Figure 1.

OIR protocol forms transient AV shunts independent of genetic alterations. (A) Top panel: schematic of the experimental protocol. Bottom panel: representative images of mouse retinas stained for CD31 (grey) on Day 1, Day 3, Day 5, and Day 7. Black arrows: AV shunt; A, artery; V, vein.

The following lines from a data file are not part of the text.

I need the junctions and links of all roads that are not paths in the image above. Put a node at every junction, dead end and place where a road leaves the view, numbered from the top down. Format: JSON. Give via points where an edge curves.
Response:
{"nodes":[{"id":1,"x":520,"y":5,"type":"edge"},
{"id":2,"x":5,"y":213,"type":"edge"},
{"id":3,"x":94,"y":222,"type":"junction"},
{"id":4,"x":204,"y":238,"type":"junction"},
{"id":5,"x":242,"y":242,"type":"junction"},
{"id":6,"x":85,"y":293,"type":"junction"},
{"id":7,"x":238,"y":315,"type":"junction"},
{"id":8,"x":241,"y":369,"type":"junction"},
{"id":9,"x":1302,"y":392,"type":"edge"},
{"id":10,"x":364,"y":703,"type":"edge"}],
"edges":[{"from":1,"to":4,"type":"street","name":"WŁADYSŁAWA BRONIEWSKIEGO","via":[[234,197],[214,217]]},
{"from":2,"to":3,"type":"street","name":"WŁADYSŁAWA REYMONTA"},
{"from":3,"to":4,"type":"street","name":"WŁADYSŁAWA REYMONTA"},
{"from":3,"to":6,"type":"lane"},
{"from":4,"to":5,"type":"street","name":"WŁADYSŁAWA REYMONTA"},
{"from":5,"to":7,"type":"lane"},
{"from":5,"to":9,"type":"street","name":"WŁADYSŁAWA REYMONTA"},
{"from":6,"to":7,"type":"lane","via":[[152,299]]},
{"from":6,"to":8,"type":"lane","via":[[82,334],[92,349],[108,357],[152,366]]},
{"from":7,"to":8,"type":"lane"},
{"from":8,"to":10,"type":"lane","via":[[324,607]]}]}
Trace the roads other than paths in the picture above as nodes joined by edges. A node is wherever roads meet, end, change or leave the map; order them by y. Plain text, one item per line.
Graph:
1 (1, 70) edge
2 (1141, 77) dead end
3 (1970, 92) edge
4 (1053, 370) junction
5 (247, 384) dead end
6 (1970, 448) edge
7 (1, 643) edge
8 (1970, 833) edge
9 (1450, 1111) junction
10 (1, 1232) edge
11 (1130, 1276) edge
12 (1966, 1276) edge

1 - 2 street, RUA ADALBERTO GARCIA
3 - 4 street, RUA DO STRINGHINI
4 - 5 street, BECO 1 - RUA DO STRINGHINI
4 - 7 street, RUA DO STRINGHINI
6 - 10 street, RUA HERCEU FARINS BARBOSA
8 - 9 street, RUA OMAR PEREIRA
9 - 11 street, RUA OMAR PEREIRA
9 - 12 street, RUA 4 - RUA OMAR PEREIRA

Scale bar: 200 µm. (B) Quantification of AV shunt prevalence between Day 0 and Day 8. Day 0, 51 AV sections (8 pups); Day 1, 44 AV sections (8 pups); Day 2, 56 AV sections (8 pups); Day 3, 66 AV sections (8 pups); Day 4, 55 AV sections (7 pups); Day 5, 50 AV sections (7 pups); Day 6, 41 AV sections (6 pups); Day 7, 30 AV sections (4 pups); Day 8, 11 AV sections (3 pups). Each dot represents a mouse retina. (C) Representative image of an AV shunt at Day 3 highlighting its perfusion status (lectin, cyan) and co-stained for ECs (CD31, magenta). Arrowhead: AV shunt; A, artery; V, vein. Scale bar: 100 µm. (D) Representative image of smooth muscle coverage (αSMA, cyan) of an AV shunt at Day 4 co-stained for ECs (CD31, magenta). Arrowhead: AV shunt; A, artery; V, vein. Scale bar: 100 µm. (E) Representative image of an AV shunt at Day 3 stained for ECs (CD31, grey), pSmad1 (cyan), and KLF4 (magenta). Arrowhead: AV shunt; A, artery; V, vein. Scale bar: 100 µm.